### [DIRECTIONS]
If a record contains a picture, skip the picture and transcribe the rest exactly.

### [DATA EXTRACT]
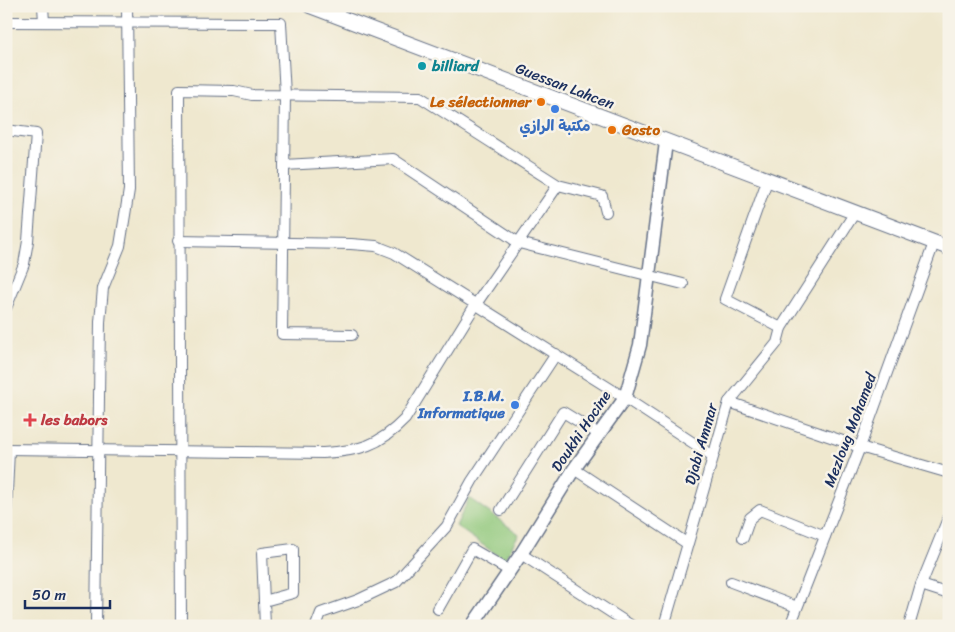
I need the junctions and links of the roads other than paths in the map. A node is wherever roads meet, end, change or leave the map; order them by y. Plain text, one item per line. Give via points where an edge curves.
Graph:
1 (43, 6) edge
2 (127, 6) edge
3 (310, 6) edge
4 (6, 22) edge
5 (44, 22) junction
6 (128, 24) junction
7 (284, 95) junction
8 (6, 130) edge
9 (666, 142) junction
10 (284, 165) junction
11 (767, 180) junction
12 (558, 185) junction
13 (606, 212) dead end
14 (854, 214) junction
15 (178, 241) junction
16 (519, 243) junction
17 (934, 243) junction
18 (283, 244) junction
19 (949, 248) edge
20 (649, 274) junction
21 (683, 284) dead end
22 (476, 304) junction
23 (6, 308) edge
24 (781, 328) junction
25 (352, 335) dead end
26 (556, 354) junction
27 (624, 398) junction
28 (728, 402) junction
29 (599, 434) junction
30 (860, 447) junction
31 (8, 449) edge
32 (180, 449) junction
33 (98, 450) junction
34 (713, 456) junction
35 (574, 469) junction
36 (949, 474) edge
37 (501, 510) dead end
38 (6, 514) edge
39 (949, 516) edge
40 (825, 536) junction
41 (743, 538) dead end
42 (688, 544) junction
43 (521, 554) junction
44 (510, 571) junction
45 (731, 582) dead end
46 (921, 585) junction
47 (949, 594) edge
48 (264, 601) junction
49 (797, 607) junction
50 (438, 609) dead end
51 (477, 625) edge
52 (96, 626) edge
53 (181, 626) edge
54 (264, 626) edge
55 (316, 626) edge
56 (632, 626) edge
57 (664, 626) edge
58 (790, 626) edge
59 (909, 626) edge

1 - 5 street
2 - 6 street
3 - 9 main road, Guessan Lahcen
4 - 5 street
5 - 6 street
6 - 7 street via 281,23
6 - 33 street via 129,190 120,246 103,288
7 - 10 street
7 - 12 street via 420,97
7 - 15 street via 179,90
8 - 23 street via 36,134 28,241 24,264
9 - 11 main road, Guessan Lahcen
9 - 20 street, Doukhi Hocine
10 - 16 street via 393,159
10 - 18 street
11 - 14 main road, Guessan Lahcen
11 - 24 street via 725,299
12 - 13 street via 602,196
12 - 16 street
14 - 17 main road, Guessan Lahcen
14 - 24 street, Djabi Ammar
15 - 18 street
15 - 32 street
16 - 20 street
16 - 22 street
17 - 19 main road, Guessan Lahcen
17 - 30 street, Mezloug Mohamed
18 - 22 street via 376,246 394,253
18 - 25 street via 282,334
20 - 21 street
20 - 27 street, Doukhi Hocine via 640,346
22 - 26 street
22 - 32 street via 405,420 390,435 372,445 350,451 323,452
24 - 28 street, Djabi Ammar via 777,343
26 - 27 street
26 - 55 street via 472,481 447,526 396,582 321,613
27 - 29 street, Doukhi Hocine
27 - 34 street
28 - 30 street
28 - 34 street, Djabi Ammar
29 - 35 street, Doukhi Hocine
29 - 37 street via 563,412
30 - 36 street
30 - 40 street, Mezloug Mohamed
31 - 33 street
31 - 38 street
32 - 33 street
32 - 53 street
33 - 52 street
34 - 42 street, Djabi Ammar
35 - 42 street
35 - 43 street, Doukhi Hocine
39 - 46 street
40 - 41 street via 760,510 750,518
40 - 49 street, Mezloug Mohamed
42 - 57 street, Djabi Ammar
43 - 44 street, Doukhi Hocine
43 - 56 street
44 - 50 street via 472,549
44 - 51 street, Doukhi Hocine
45 - 49 street
46 - 47 street
46 - 59 street
48 - 48 street via 292,593 293,549 262,553
48 - 54 street
49 - 58 street, Mezloug Mohamed

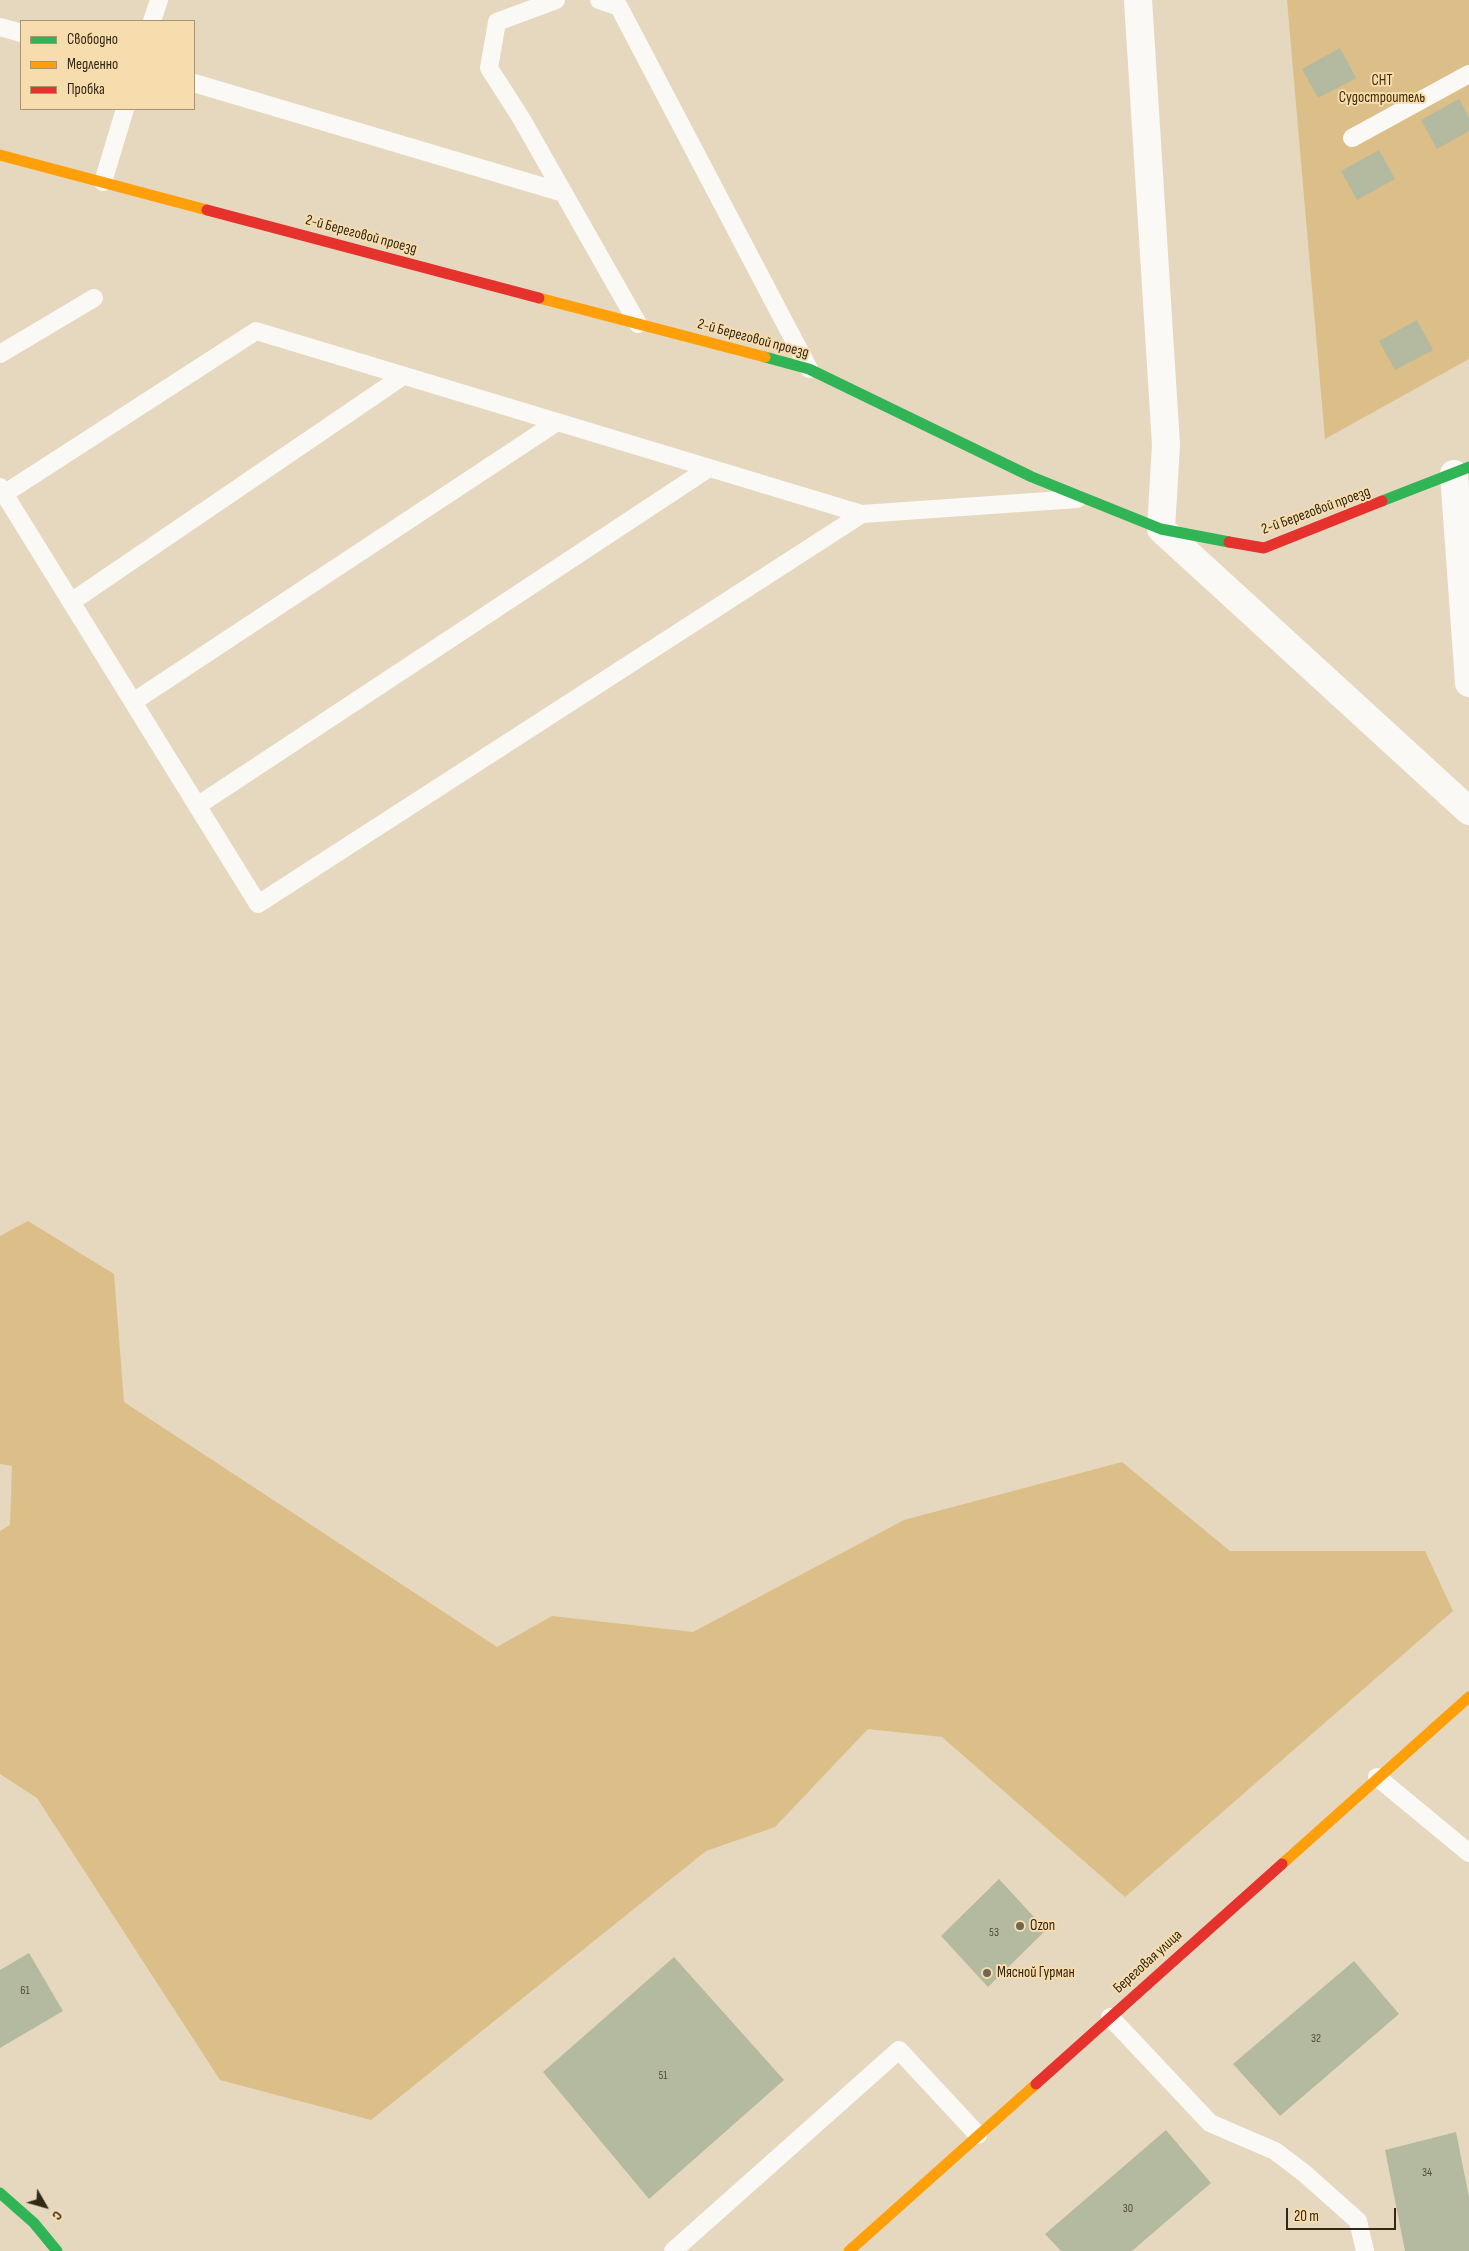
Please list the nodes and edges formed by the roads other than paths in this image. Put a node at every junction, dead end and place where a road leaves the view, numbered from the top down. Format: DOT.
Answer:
graph roads {
  1 [pos="159,0"];
  2 [pos="556,0"];
  3 [pos="599,0"];
  4 [pos="1138,0"];
  5 [pos="152,20"];
  6 [pos="0,28"];
  7 [pos="20,33"];
  8 [pos="1469,74"];
  9 [pos="195,82"];
  10 [pos="125,110"];
  11 [pos="1352,138"];
  12 [pos="0,155"];
  13 [pos="103,182"];
  14 [pos="564,193"];
  15 [pos="94,298"];
  16 [pos="638,324"];
  17 [pos="0,354"];
  18 [pos="809,369"];
  19 [pos="403,376"];
  20 [pos="557,422"];
  21 [pos="710,468"];
  22 [pos="1462,470"];
  23 [pos="2,491"];
  24 [pos="1085,498"];
  25 [pos="862,514"];
  26 [pos="1161,529"];
  27 [pos="71,602"];
  28 [pos="1469,683"];
  29 [pos="133,702"];
  30 [pos="197,806"];
  31 [pos="1469,811"];
  32 [pos="1469,1697"];
  33 [pos="1377,1777"];
  34 [pos="1469,1853"];
  35 [pos="1110,2017"];
  36 [pos="978,2135"];
  37 [pos="0,2193"];
  38 [pos="57,2251"];
  39 [pos="673,2251"];
  40 [pos="849,2251"];
  41 [pos="1365,2251"];
  1 -- 5 [label="lane"];
  2 -- 14 [label="lane"];
  3 -- 18 [label="lane"];
  4 -- 26 [label="street"];
  6 -- 7 [label="lane"];
  8 -- 11 [label="lane"];
  9 -- 14 [label="lane"];
  10 -- 13 [label="lane"];
  12 -- 13 [label="street, 2-й Береговой проезд"];
  13 -- 16 [label="street, 2-й Береговой проезд"];
  14 -- 16 [label="lane"];
  15 -- 17 [label="lane"];
  16 -- 18 [label="street, 2-й Береговой проезд"];
  18 -- 24 [label="street, 2-й Береговой проезд"];
  19 -- 20 [label="lane"];
  19 -- 23 [label="lane"];
  19 -- 27 [label="lane"];
  20 -- 21 [label="lane"];
  20 -- 29 [label="lane"];
  21 -- 25 [label="lane"];
  21 -- 30 [label="lane"];
  22 -- 26 [label="street, 2-й Береговой проезд"];
  22 -- 28 [label="street"];
  23 -- 27 [label="lane"];
  24 -- 25 [label="lane"];
  24 -- 26 [label="street, 2-й Береговой проезд"];
  25 -- 30 [label="lane"];
  26 -- 31 [label="street"];
  27 -- 29 [label="lane"];
  29 -- 30 [label="lane"];
  32 -- 33 [label="street, Береговая улица"];
  33 -- 34 [label="lane"];
  33 -- 35 [label="street, Береговая улица"];
  35 -- 36 [label="street, Береговая улица"];
  35 -- 41 [label="lane"];
  36 -- 39 [label="lane"];
  36 -- 40 [label="street, Береговая улица"];
  37 -- 38 [label="street"];
}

### [ANSWER TO THIS TASK]
I need the junctions and links of the roads other than paths in the map. A node is wherever roads meet, end, change or leave the map; order them by y. Plain text, one item per line. Give via points where an edge curves.
Graph:
1 (43, 6) edge
2 (127, 6) edge
3 (310, 6) edge
4 (6, 22) edge
5 (44, 22) junction
6 (128, 24) junction
7 (284, 95) junction
8 (6, 130) edge
9 (666, 142) junction
10 (284, 165) junction
11 (767, 180) junction
12 (558, 185) junction
13 (606, 212) dead end
14 (854, 214) junction
15 (178, 241) junction
16 (519, 243) junction
17 (934, 243) junction
18 (283, 244) junction
19 (949, 248) edge
20 (649, 274) junction
21 (683, 284) dead end
22 (476, 304) junction
23 (6, 308) edge
24 (781, 328) junction
25 (352, 335) dead end
26 (556, 354) junction
27 (624, 398) junction
28 (728, 402) junction
29 (599, 434) junction
30 (860, 447) junction
31 (8, 449) edge
32 (180, 449) junction
33 (98, 450) junction
34 (713, 456) junction
35 (574, 469) junction
36 (949, 474) edge
37 (501, 510) dead end
38 (6, 514) edge
39 (949, 516) edge
40 (825, 536) junction
41 (743, 538) dead end
42 (688, 544) junction
43 (521, 554) junction
44 (510, 571) junction
45 (731, 582) dead end
46 (921, 585) junction
47 (949, 594) edge
48 (264, 601) junction
49 (797, 607) junction
50 (438, 609) dead end
51 (477, 625) edge
52 (96, 626) edge
53 (181, 626) edge
54 (264, 626) edge
55 (316, 626) edge
56 (632, 626) edge
57 (664, 626) edge
58 (790, 626) edge
59 (909, 626) edge

1 - 5 street
2 - 6 street
3 - 9 main road, Guessan Lahcen
4 - 5 street
5 - 6 street
6 - 7 street via 281,23
6 - 33 street via 129,190 120,246 103,288
7 - 10 street
7 - 12 street via 420,97
7 - 15 street via 179,90
8 - 23 street via 36,134 28,241 24,264
9 - 11 main road, Guessan Lahcen
9 - 20 street, Doukhi Hocine
10 - 16 street via 393,159
10 - 18 street
11 - 14 main road, Guessan Lahcen
11 - 24 street via 725,299
12 - 13 street via 602,196
12 - 16 street
14 - 17 main road, Guessan Lahcen
14 - 24 street, Djabi Ammar
15 - 18 street
15 - 32 street
16 - 20 street
16 - 22 street
17 - 19 main road, Guessan Lahcen
17 - 30 street, Mezloug Mohamed
18 - 22 street via 376,246 394,253
18 - 25 street via 282,334
20 - 21 street
20 - 27 street, Doukhi Hocine via 640,346
22 - 26 street
22 - 32 street via 405,420 390,435 372,445 350,451 323,452
24 - 28 street, Djabi Ammar via 777,343
26 - 27 street
26 - 55 street via 472,481 447,526 396,582 321,613
27 - 29 street, Doukhi Hocine
27 - 34 street
28 - 30 street
28 - 34 street, Djabi Ammar
29 - 35 street, Doukhi Hocine
29 - 37 street via 563,412
30 - 36 street
30 - 40 street, Mezloug Mohamed
31 - 33 street
31 - 38 street
32 - 33 street
32 - 53 street
33 - 52 street
34 - 42 street, Djabi Ammar
35 - 42 street
35 - 43 street, Doukhi Hocine
39 - 46 street
40 - 41 street via 760,510 750,518
40 - 49 street, Mezloug Mohamed
42 - 57 street, Djabi Ammar
43 - 44 street, Doukhi Hocine
43 - 56 street
44 - 50 street via 472,549
44 - 51 street, Doukhi Hocine
45 - 49 street
46 - 47 street
46 - 59 street
48 - 48 street via 292,593 293,549 262,553
48 - 54 street
49 - 58 street, Mezloug Mohamed

Please list the nodes and edges formed by the roads other than paths in this image. Put a node at every junction, dead end and place where a road leaves the view, numbered from the top down. Format: DOT.
Answer:
graph roads {
  1 [pos="159,0"];
  2 [pos="556,0"];
  3 [pos="599,0"];
  4 [pos="1138,0"];
  5 [pos="152,20"];
  6 [pos="0,28"];
  7 [pos="20,33"];
  8 [pos="1469,74"];
  9 [pos="195,82"];
  10 [pos="125,110"];
  11 [pos="1352,138"];
  12 [pos="0,155"];
  13 [pos="103,182"];
  14 [pos="564,193"];
  15 [pos="94,298"];
  16 [pos="638,324"];
  17 [pos="0,354"];
  18 [pos="809,369"];
  19 [pos="403,376"];
  20 [pos="557,422"];
  21 [pos="710,468"];
  22 [pos="1462,470"];
  23 [pos="2,491"];
  24 [pos="1085,498"];
  25 [pos="862,514"];
  26 [pos="1161,529"];
  27 [pos="71,602"];
  28 [pos="1469,683"];
  29 [pos="133,702"];
  30 [pos="197,806"];
  31 [pos="1469,811"];
  32 [pos="1469,1697"];
  33 [pos="1377,1777"];
  34 [pos="1469,1853"];
  35 [pos="1110,2017"];
  36 [pos="978,2135"];
  37 [pos="0,2193"];
  38 [pos="57,2251"];
  39 [pos="673,2251"];
  40 [pos="849,2251"];
  41 [pos="1365,2251"];
  1 -- 5 [label="lane"];
  2 -- 14 [label="lane"];
  3 -- 18 [label="lane"];
  4 -- 26 [label="street"];
  6 -- 7 [label="lane"];
  8 -- 11 [label="lane"];
  9 -- 14 [label="lane"];
  10 -- 13 [label="lane"];
  12 -- 13 [label="street, 2-й Береговой проезд"];
  13 -- 16 [label="street, 2-й Береговой проезд"];
  14 -- 16 [label="lane"];
  15 -- 17 [label="lane"];
  16 -- 18 [label="street, 2-й Береговой проезд"];
  18 -- 24 [label="street, 2-й Береговой проезд"];
  19 -- 20 [label="lane"];
  19 -- 23 [label="lane"];
  19 -- 27 [label="lane"];
  20 -- 21 [label="lane"];
  20 -- 29 [label="lane"];
  21 -- 25 [label="lane"];
  21 -- 30 [label="lane"];
  22 -- 26 [label="street, 2-й Береговой проезд"];
  22 -- 28 [label="street"];
  23 -- 27 [label="lane"];
  24 -- 25 [label="lane"];
  24 -- 26 [label="street, 2-й Береговой проезд"];
  25 -- 30 [label="lane"];
  26 -- 31 [label="street"];
  27 -- 29 [label="lane"];
  29 -- 30 [label="lane"];
  32 -- 33 [label="street, Береговая улица"];
  33 -- 34 [label="lane"];
  33 -- 35 [label="street, Береговая улица"];
  35 -- 36 [label="street, Береговая улица"];
  35 -- 41 [label="lane"];
  36 -- 39 [label="lane"];
  36 -- 40 [label="street, Береговая улица"];
  37 -- 38 [label="street"];
}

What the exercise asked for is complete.